### Recorded data
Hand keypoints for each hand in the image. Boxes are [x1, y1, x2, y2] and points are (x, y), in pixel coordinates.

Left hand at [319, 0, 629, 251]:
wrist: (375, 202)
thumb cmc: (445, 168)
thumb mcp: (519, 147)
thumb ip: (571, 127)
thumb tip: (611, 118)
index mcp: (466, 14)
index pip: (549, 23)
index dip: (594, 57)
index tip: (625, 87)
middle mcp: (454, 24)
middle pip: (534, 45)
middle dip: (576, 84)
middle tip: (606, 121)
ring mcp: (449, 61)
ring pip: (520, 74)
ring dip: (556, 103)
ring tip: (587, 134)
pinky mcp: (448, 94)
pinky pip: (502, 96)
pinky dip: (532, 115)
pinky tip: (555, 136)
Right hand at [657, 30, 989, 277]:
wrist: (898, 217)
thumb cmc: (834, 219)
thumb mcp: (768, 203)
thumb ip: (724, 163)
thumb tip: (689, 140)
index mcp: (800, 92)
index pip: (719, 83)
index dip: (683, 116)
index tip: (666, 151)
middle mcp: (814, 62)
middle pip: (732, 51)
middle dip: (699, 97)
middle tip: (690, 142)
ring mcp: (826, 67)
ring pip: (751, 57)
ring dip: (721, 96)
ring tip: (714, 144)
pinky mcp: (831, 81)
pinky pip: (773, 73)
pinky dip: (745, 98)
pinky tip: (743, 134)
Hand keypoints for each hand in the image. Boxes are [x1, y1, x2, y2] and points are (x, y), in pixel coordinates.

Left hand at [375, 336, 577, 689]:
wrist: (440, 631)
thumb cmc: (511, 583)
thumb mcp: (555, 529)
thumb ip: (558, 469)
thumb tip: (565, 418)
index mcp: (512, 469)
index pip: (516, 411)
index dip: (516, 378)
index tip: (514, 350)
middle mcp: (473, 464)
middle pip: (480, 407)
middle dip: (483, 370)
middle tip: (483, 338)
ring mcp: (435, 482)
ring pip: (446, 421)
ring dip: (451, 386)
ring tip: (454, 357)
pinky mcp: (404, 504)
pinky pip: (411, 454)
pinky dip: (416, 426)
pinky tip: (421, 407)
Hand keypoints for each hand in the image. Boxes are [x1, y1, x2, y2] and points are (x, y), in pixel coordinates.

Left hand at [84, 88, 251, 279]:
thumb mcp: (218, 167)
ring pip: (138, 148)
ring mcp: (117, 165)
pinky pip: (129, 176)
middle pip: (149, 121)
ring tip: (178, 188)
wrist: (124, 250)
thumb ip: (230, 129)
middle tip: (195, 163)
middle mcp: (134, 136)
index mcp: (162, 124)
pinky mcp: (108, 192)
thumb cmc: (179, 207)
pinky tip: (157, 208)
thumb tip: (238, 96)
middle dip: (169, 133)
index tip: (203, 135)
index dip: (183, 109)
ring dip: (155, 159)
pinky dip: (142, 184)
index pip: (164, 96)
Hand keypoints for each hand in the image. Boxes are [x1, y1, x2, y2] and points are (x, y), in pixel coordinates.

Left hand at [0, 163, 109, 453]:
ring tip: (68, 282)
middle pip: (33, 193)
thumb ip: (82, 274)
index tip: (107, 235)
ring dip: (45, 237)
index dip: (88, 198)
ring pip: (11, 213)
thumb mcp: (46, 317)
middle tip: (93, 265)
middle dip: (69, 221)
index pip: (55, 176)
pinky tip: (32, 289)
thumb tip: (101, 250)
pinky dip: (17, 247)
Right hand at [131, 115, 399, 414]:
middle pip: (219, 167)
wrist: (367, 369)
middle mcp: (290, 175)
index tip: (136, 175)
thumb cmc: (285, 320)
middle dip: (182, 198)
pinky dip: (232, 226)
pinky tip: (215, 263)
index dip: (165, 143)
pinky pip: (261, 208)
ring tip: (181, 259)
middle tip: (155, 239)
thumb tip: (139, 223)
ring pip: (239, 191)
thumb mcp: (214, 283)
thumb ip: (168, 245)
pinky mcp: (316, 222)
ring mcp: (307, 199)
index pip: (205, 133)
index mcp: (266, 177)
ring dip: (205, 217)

### What is needed
The answer should consist solely of the lines from the first line above through the one with "ring mcp: (449, 61)", both included, repeated exactly.

### Solution to this problem
Hand keypoints for each hand in the image. Boxes are [x1, y1, x2, y2] and points are (x, y), in pixel coordinates.

Left hand at [319, 0, 629, 251]:
wrist: (375, 202)
thumb cmc: (445, 168)
thumb mcp: (519, 147)
thumb ip: (571, 127)
thumb tip: (611, 118)
index mcp: (466, 14)
index pip: (549, 23)
index dip: (594, 57)
index tip: (625, 87)
middle mcp: (454, 24)
middle pip: (534, 45)
middle dip: (576, 84)
middle tip: (606, 121)
ring mcp: (449, 61)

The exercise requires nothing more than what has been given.